What Does BAL Documentation Need to Include?

Pulmonologists perform bronchial alveolar lavage (BAL) to evaluate the patient’s airways and alveoli. Physicians use the procedure to diagnose infections, interstitial lung disease, and cancers. The procedure is essentially a liquid biopsy of the distal airways and alveoli, where saline is instilled into the body structures and then removed for testing.

Before you can report 31624 (Bronchoscopy, rigid or flexible, including fluoroscopic guidance, when performed; with bronchial alveolar lavage) for a BAL procedure, you need to make sure the documentation contains important information.
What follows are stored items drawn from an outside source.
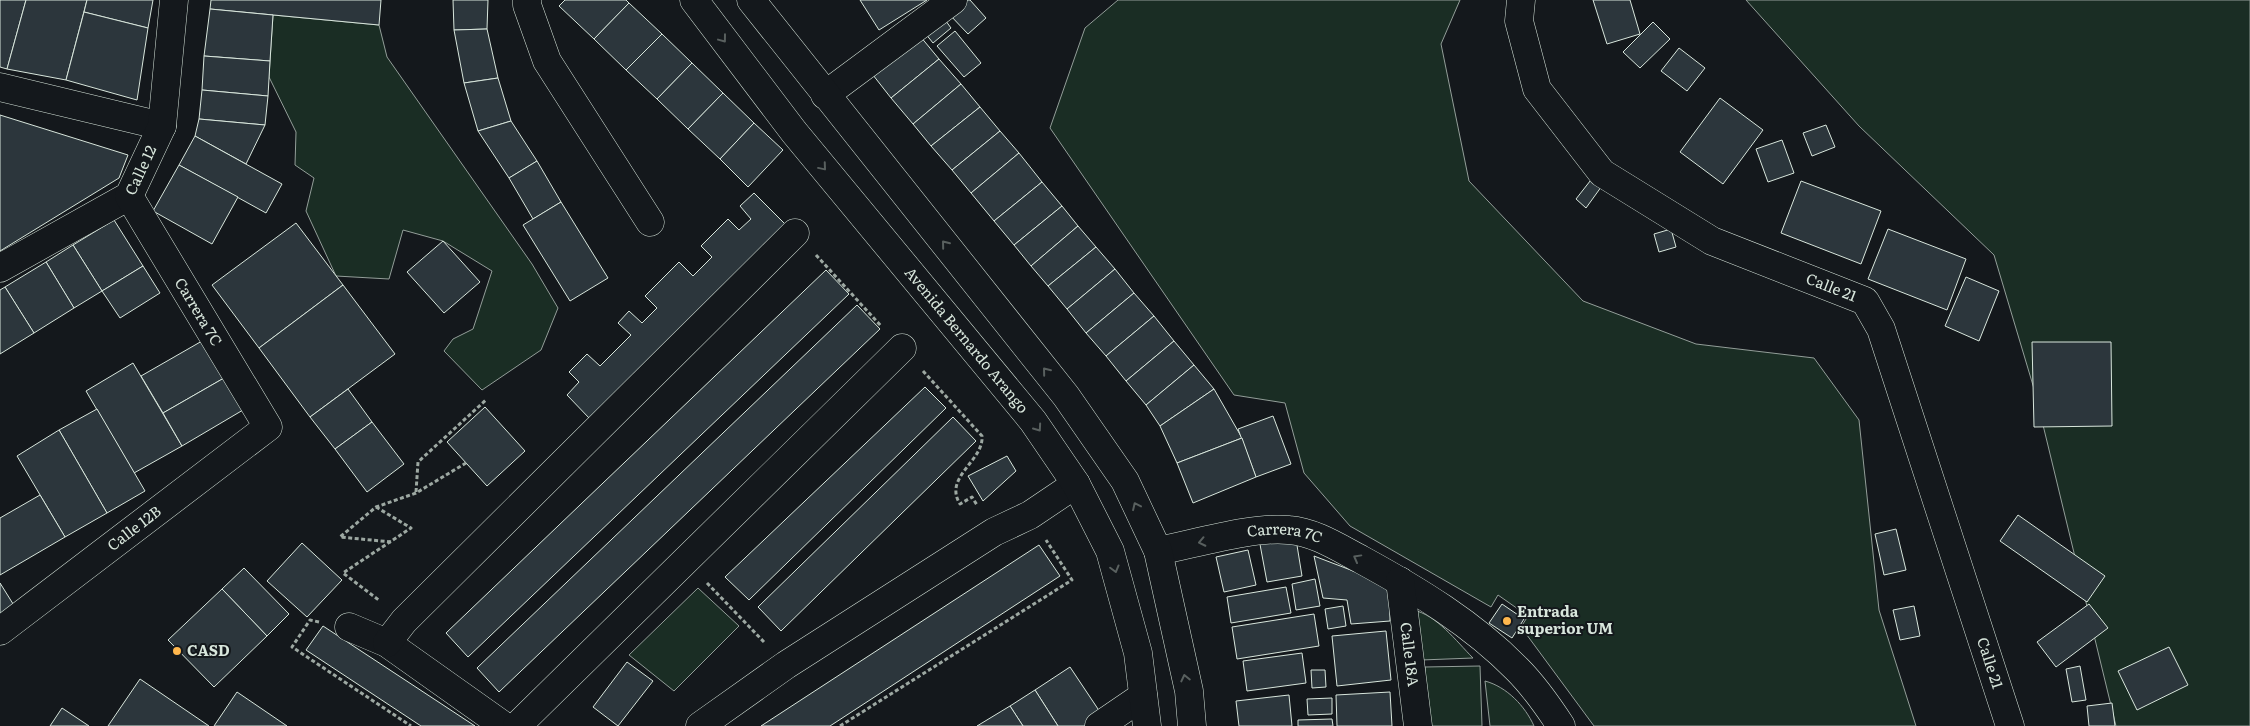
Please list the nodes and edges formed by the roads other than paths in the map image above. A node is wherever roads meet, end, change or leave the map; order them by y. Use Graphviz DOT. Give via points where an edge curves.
graph roads {
  1 [pos="174,0"];
  2 [pos="527,0"];
  3 [pos="694,0"];
  4 [pos="750,0"];
  5 [pos="953,0"];
  6 [pos="1521,0"];
  7 [pos="0,87"];
  8 [pos="825,95"];
  9 [pos="162,126"];
  10 [pos="129,196"];
  11 [pos="650,222"];
  12 [pos="795,233"];
  13 [pos="0,268"];
  14 [pos="902,348"];
  15 [pos="268,427"];
  16 [pos="1076,484"];
  17 [pos="1158,551"];
  18 [pos="1400,581"];
  19 [pos="349,627"];
  20 [pos="0,631"];
  21 [pos="387,643"];
  22 [pos="1143,696"];
  23 [pos="504,726"];
  24 [pos="517,726"];
  25 [pos="700,726"];
  26 [pos="1099,726"];
  27 [pos="1147,726"];
  28 [pos="1192,726"];
  29 [pos="1418,726"];
  30 [pos="1561,726"];
  31 [pos="2010,726"];
  1 -- 9 [label="street, Calle 12"];
  2 -- 11 [label="street" via="548,61"];
  3 -- 16 [label="street, Avenida Bernardo Arango, one-way" via="794,132 1032,421"];
  4 -- 8 [label="street"];
  5 -- 8 [label="street"];
  6 -- 31 [label="street, Calle 21" via="1519,21 1537,89 1602,173 1712,240 1865,301 1881,329"];
  7 -- 9 [label="street"];
  17 -- 8 [label="street, one-way" via="1125,482 1066,396"];
  9 -- 10 [label="street, Calle 12"];
  10 -- 13 [label="street, Calle 12"];
  10 -- 15 [label="street, Carrera 7C"];
  12 -- 21 [label="street" via="404,620"];
  14 -- 24 [label="street"];
  15 -- 20 [label="street, Calle 12B"];
  16 -- 22 [label="street, Avenida Bernardo Arango, one-way" via="1110,551 1138,653"];
  16 -- 25 [label="street" via="1030,515 994,532 786,665"];
  18 -- 17 [label="street, Carrera 7C, one-way" via="1332,544 1307,533 1289,530 1268,529"];
  28 -- 17 [label="street, one-way" via="1189,691"];
  18 -- 29 [label="street, Calle 18A"];
  18 -- 30 [label="street, Carrera 7C" via="1484,639 1518,669"];
  19 -- 21 [label="street"];
  21 -- 23 [label="street"];
  22 -- 26 [label="street"];
  22 -- 27 [label="street, Avenida Bernardo Arango"];
}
“The important part of a BAL is that the bronchoscope is wedged. Just putting liquid in there is not a BAL. The bronchoscope is wedged to act as a trap or a stopper. Then as the liquid is pulled out, the provider does a lot of tests on that specific liquid and tracks how much went in and how much went out,” Young said. Typically, the amount of fluid instilled is larger than that used in a typical washing (which is an included feature of a diagnostic bronchoscopy). So, the importance of documenting specific amounts instilled and returned will be key in supporting 31624.

What Fluoroscopic Guidance Code Should I Report With Bronchoscopies?

The CPT® code set contains three fluoroscopic guidance codes in the radiology section:

  • +77001 (Fluoroscopic guidance for central venous access device placement, replacement (catheter only or complete), or removal (includes fluoroscopic guidance for vascular access and catheter manipulation, any necessary contrast injections through access site or catheter with related venography radiologic supervision and interpretation, and radiographic documentation of final catheter position) (List separately in addition to code for primary procedure))
  • +77002 (Fluoroscopic guidance for needle placement (eg, biopsy, aspiration, injection, localization device) (List separately in addition to code for primary procedure))
  • +77003 (Fluoroscopic guidance and localization of needle or catheter tip for spine or paraspinous diagnostic or therapeutic injection procedures (epidural or subarachnoid) (List separately in addition to code for primary procedure))

However, you won’t include any of these with 31622-31629 if you’re reporting a diagnostic bronchoscopy with fluoroscopic guidance. When you examine the bronchoscopy descriptors, you’ll notice the wording, “including fluoroscopic guidance, when performed,” which means the imaging guidance is inherently included in the procedure — regardless of whether the provider uses it.

Additionally, the Fluoroscopic Guidance code section features a parenthetical note above the codes that instructs you to not report +77001, +77002, or +77003 “for services in which fluoroscopic guidance is included in the descriptor.”